It's personal: Nets, 76ers meet after Simmons-Harden swap
Ben Simmons will be on the bench, boos raining down from all corners of his old home.
James Harden and Kyrie Irving will go head-to-head on the court, their explosive partnership having flamed out in just 13 months.
A month after Harden and Simmons were swapped in a blockbuster NBA trade, Brooklyn visits Philadelphia on Thursday in what’s more than just perhaps the most-hyped game of the stretch run.
This one is personal.
“It’s going to be loud,” Nets All-Star Kevin Durant said. “I’m sure Philly fans and people watching the game and media think this is somewhat of a budding rivalry. So I imagine it’s going to feel that way.”
When these teams were last on the court together, Durant and Joel Embiid received taunting technical fouls in the final moments before Embiid waved the Nets off their home floor after the 76ers’ Dec. 30 victory.
Things could be even testier now.
Trade deadline day was breakup day in Philadelphia and Brooklyn, with Simmons and Harden getting their wishes to part ways with their teams when they were exchanged in a Feb. 10 deal. Simmons said the 76ers were aware of his desire to leave well before the end of last season. It's unclear exactly when Harden soured on the Nets after only joining them in January 2021.
Nevertheless, Durant and Irving say they don't hold it against him — though it was only hours later that Durant refused to pick Harden during the All-Star draft, leaving him to LeBron James with the last pick.

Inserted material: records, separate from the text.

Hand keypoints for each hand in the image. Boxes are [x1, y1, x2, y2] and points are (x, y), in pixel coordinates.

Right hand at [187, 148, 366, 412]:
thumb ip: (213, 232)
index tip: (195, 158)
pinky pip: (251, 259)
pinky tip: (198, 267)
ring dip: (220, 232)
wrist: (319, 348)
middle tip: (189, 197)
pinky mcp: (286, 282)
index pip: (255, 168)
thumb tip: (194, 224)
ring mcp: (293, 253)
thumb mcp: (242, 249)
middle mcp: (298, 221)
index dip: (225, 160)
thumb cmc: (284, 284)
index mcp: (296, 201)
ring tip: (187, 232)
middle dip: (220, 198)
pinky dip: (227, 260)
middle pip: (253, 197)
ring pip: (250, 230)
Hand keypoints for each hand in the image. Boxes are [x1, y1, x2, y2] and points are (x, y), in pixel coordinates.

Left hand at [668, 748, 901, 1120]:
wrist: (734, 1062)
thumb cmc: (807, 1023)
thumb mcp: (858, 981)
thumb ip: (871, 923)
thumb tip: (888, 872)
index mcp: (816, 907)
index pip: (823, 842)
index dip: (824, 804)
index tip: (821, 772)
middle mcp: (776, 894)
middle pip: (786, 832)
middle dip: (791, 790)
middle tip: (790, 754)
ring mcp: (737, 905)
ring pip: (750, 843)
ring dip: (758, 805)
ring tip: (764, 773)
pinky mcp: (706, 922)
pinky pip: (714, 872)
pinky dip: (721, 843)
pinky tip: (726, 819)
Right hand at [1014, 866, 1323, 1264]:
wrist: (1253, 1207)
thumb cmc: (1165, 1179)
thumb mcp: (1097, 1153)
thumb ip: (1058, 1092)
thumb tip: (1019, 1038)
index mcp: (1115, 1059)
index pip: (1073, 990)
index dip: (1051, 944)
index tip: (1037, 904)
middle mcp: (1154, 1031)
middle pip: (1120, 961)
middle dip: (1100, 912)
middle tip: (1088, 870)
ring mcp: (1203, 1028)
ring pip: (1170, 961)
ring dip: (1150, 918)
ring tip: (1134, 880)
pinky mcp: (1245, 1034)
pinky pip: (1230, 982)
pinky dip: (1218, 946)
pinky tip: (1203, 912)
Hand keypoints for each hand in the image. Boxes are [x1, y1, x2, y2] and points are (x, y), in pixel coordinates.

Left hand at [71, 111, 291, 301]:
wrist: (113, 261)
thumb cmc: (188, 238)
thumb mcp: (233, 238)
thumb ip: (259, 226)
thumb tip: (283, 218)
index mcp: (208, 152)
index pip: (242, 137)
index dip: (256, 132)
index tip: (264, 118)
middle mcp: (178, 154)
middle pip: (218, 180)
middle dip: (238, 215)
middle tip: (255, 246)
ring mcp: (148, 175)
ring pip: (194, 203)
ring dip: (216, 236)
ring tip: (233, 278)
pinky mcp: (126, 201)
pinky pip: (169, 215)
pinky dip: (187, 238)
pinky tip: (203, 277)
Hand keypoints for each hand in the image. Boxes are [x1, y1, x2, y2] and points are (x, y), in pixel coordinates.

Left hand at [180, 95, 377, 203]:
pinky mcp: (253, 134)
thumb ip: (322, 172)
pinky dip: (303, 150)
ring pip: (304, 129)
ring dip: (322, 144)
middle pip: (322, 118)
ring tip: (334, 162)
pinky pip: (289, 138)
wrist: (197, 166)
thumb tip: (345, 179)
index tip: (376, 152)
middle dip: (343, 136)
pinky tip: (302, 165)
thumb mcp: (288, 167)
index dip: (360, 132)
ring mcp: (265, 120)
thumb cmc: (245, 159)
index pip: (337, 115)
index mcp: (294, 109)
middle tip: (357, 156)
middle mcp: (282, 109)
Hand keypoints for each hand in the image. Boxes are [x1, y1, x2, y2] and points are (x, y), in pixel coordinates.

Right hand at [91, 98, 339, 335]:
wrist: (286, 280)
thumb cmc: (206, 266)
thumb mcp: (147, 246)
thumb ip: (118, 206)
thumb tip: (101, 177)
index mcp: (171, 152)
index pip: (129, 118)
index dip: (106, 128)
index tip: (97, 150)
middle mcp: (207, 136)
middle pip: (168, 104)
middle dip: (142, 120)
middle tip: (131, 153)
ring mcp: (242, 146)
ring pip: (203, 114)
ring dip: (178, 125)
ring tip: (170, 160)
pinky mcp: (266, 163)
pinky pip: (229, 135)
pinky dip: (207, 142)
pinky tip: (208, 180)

Durant said he understands if Harden, seeing Durant sidelined with a knee injury and Irving ineligible to play in home games because he isn't vaccinated against the coronavirus, decided he needed to go elsewhere to chase his first championship. Irving said he respects Harden's decision.
“Like, we have a great friendship but it didn’t work out,” Irving said. “I wish things could have been communicated better for all of us as men. But hey, like, no hard feelings for me or anyone else.”
Everyone has to take Irving at his word, though it's hard to imagine there isn't just a tinge of resentment.
Harden has been terrific so far with the 76ers. Simmons still isn't playing, bothered by a sore back when he tried to build up his conditioning. But he plans to be with his teammates on the bench in Philadelphia, where some of the toughest fans in sports can let loose on the player the Sixers took with the No. 1 pick in the 2016 draft.
Along with Embiid, he led the Sixers out of their losing era to the best record in the Eastern Conference last season. It was a good run, one coach Doc Rivers said would justify a tribute video if the Sixers opt to give Simmons one.
“Ben did a lot of good things here,” Rivers said. “It didn’t end well, right, just like marriages and all kinds of other things don’t end well, right? But Ben did a lot of good things here.”
Those good times are unlikely to be remembered Thursday.
The memory for Philly fans is likely to be Simmons' poor and impassive play in Game 7 of their second-round playoff series against Atlanta, when he passed up a late layup that helped swing the game the Hawks' way, followed by his refusal to suit up for them ever again while citing mental health challenges.
It might be easier to jeer Simmons if he were playing, as he said he hoped to do after first arriving in Brooklyn. But Philadelphia fans — who once booed and threw snowballs at Santa Claus at a football game — can probably make Thursday's situation work.
“Our fans are so silent, so I can’t imagine anything happening,” Rivers deadpanned.
With Embiid playing at an MVP level and Harden providing an immediate boost, the Sixers are second in the East. The Nets are eighth and appear headed for the play-in, though showed how dangerous they can be when Irving scored 50 points on just 19 shots in a victory at Charlotte on Tuesday.
The atmosphere could be reminiscent of the angry crowds that welcomed James back to Cleveland after his first departure for Miami, or Durant back to Oklahoma City after he left for Golden State in 2016.
“It was a different situation because I got to play and shut the people up every time I hit a jump shot,” Durant said. “But Ben doesn’t have their opportunity right now. He’s got to just sit there and just take a bunch of people just being childish and throwing insults his way because he didn’t want to play basketball for them no more.”
But Durant said he wouldn't offer any advice to Simmons, saying he'd have to experience it for himself and might even find some of it amusing.
“I mean, the guy’s making $40 million a year,” Durant said. “You could take that for 48, for a couple hours, and I’m sure Ben has that approach.”